SED announced a list of exams that are canceled and updated the state on further resources for learning at home. Canceled tests include New York State Grades 3-8 English Language Arts Test; New York State Grades 3-8 Mathematics Test; New York State Grade 4 Elementary-Level Science Test; New York State Grade 8 Intermediate-Level Science Test; New York State English as a Second Language Achievement Test (NYSESLAT) in Grades K-12; and New York State Alternate Assessment (NYSAA) for students with severe cognitive disabilities in Grades 3-8 and high school.

According to an SED news release, the state Education Department and New York’s nine public television stations also announced that expanded educational resources and “Learn-at-Home”programming is now available for all of New York’s students in response to school closings across the state. In addition, the state Education Department has launched a dedicated website featuring remote continuity of learning resources to provide districts and teachers with increased options.

Additionally, students from pre-kindergarten through 12th grade will have access to PBS educational programming every weekday starting this week.

Regarding regents exams, Apthorpe said if the assessment is administered it won’t be given in the traditional sense. As for how the state Education Department will move forward about state testing and advancing grade levels, Apthorpe was unsure.
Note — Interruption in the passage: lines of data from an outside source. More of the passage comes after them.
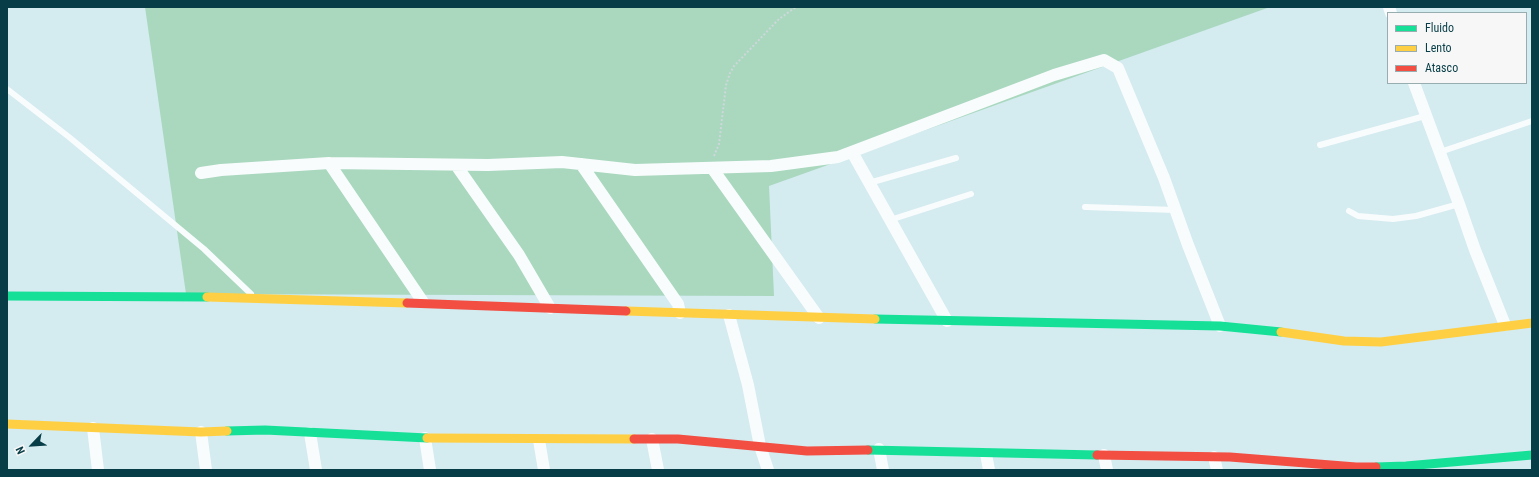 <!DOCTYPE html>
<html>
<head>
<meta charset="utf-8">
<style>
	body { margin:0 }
	#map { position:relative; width:1539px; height:477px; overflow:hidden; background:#d4ebf0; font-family:"Roboto Condensed",sans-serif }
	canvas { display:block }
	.frame { position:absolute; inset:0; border:8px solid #063d46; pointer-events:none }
	.legend { position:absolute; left:1387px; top:12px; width:140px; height:72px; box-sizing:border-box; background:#f7f7f7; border:1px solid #97adb0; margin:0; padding:5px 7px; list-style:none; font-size:12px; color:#063d46 }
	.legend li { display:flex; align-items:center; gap:8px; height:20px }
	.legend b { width:20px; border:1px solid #97adb0 }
	.north { position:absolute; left:12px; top:425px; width:40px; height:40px; -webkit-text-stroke:3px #f7f7f7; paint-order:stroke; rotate:245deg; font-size:11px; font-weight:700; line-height:16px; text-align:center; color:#063d46 }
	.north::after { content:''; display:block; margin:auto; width:14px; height:18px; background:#063d46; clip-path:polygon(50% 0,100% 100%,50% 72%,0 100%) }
</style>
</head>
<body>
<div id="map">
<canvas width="1539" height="477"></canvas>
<div class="frame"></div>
<ul class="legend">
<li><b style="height:5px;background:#16e098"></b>Fluido</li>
<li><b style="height:5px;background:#ffcf43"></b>Lento</li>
<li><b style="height:5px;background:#f24e42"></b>Atasco</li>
</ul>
<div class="north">N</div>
</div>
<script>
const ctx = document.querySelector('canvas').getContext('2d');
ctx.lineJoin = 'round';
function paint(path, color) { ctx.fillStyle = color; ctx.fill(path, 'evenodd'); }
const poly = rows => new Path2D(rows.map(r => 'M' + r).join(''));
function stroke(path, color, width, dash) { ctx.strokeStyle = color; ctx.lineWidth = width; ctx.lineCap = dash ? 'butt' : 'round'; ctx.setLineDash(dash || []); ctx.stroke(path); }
paint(poly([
	[145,7,1270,7,769,186,774,296,186,294]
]), '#a9d8bf');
stroke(poly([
	[714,156,719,144,726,85,730,73,734,66,779,19,796,7]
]), '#ced7da', 2, [2, 2]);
stroke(poly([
	[7,89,69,137,204,249,251,294],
	[1320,145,1425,116],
	[1440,152,1532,121],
	[869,183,956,158],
	[1085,207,1175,210],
	[1349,211,1358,216,1393,219,1416,216,1459,204],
	[890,220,971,194]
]), '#f9fcfd', 6);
stroke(poly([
	[1389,7,1391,13],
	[1414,83,1459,204,1475,250,1505,325],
	[852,152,947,321],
	[329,163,423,302],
	[581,164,678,304,680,313],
	[456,165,519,255,550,308],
	[712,168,819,318],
	[201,173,221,170,329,163,488,165,562,162,635,170,771,166,838,157,1054,75,1104,60,1118,68,1164,178,1188,245,1220,326],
	[729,315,748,385,760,446,768,470],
	[93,428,98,470],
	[201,432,206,470],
	[310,433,316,470],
	[425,438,430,470],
	[652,439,658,470],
	[539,440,544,470],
	[879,449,883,470],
	[986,454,989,470],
	[1104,455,1107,470],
	[1214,457,1217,470]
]), '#f9fcfd', 12);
stroke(poly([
	[7,296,207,297],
	[875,319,1220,326,1281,332],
	[227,431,265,430,427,438],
	[868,450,1097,455],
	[1376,467,1406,466,1532,455]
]), '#16e098', 9);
stroke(poly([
	[207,297,407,303],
	[626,311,875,319],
	[1281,332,1344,341,1381,342,1532,323],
	[7,424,201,432,227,431],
	[427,438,634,439]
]), '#ffcf43', 9);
stroke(poly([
	[407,303,626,311],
	[634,439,678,439,807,451,868,450],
	[1097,455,1230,457,1356,467,1376,467]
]), '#f24e42', 9);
</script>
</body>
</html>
“What the state is going to have to figure out is what does this new paradigm mean?” Apthorpe said. “What’s the path for kids to get those skills and knowledge and when will they graduate? That’s what we’re waiting to hear. I bet you we’re going to have a graduation for sure. I don’t know what it’s going to look like, but I know we’ll have a graduation.”

Initial learning packets and online coursework were planned for students upon initial closure. However, Apthorpe acknowledged that students would soon be without work and noted that teachers are currently working on preparing more lesson plans. Additionally, Apthorpe said that while only essential staff are allowed in school building the custodial staff have been cleaning and disinfecting school facilities.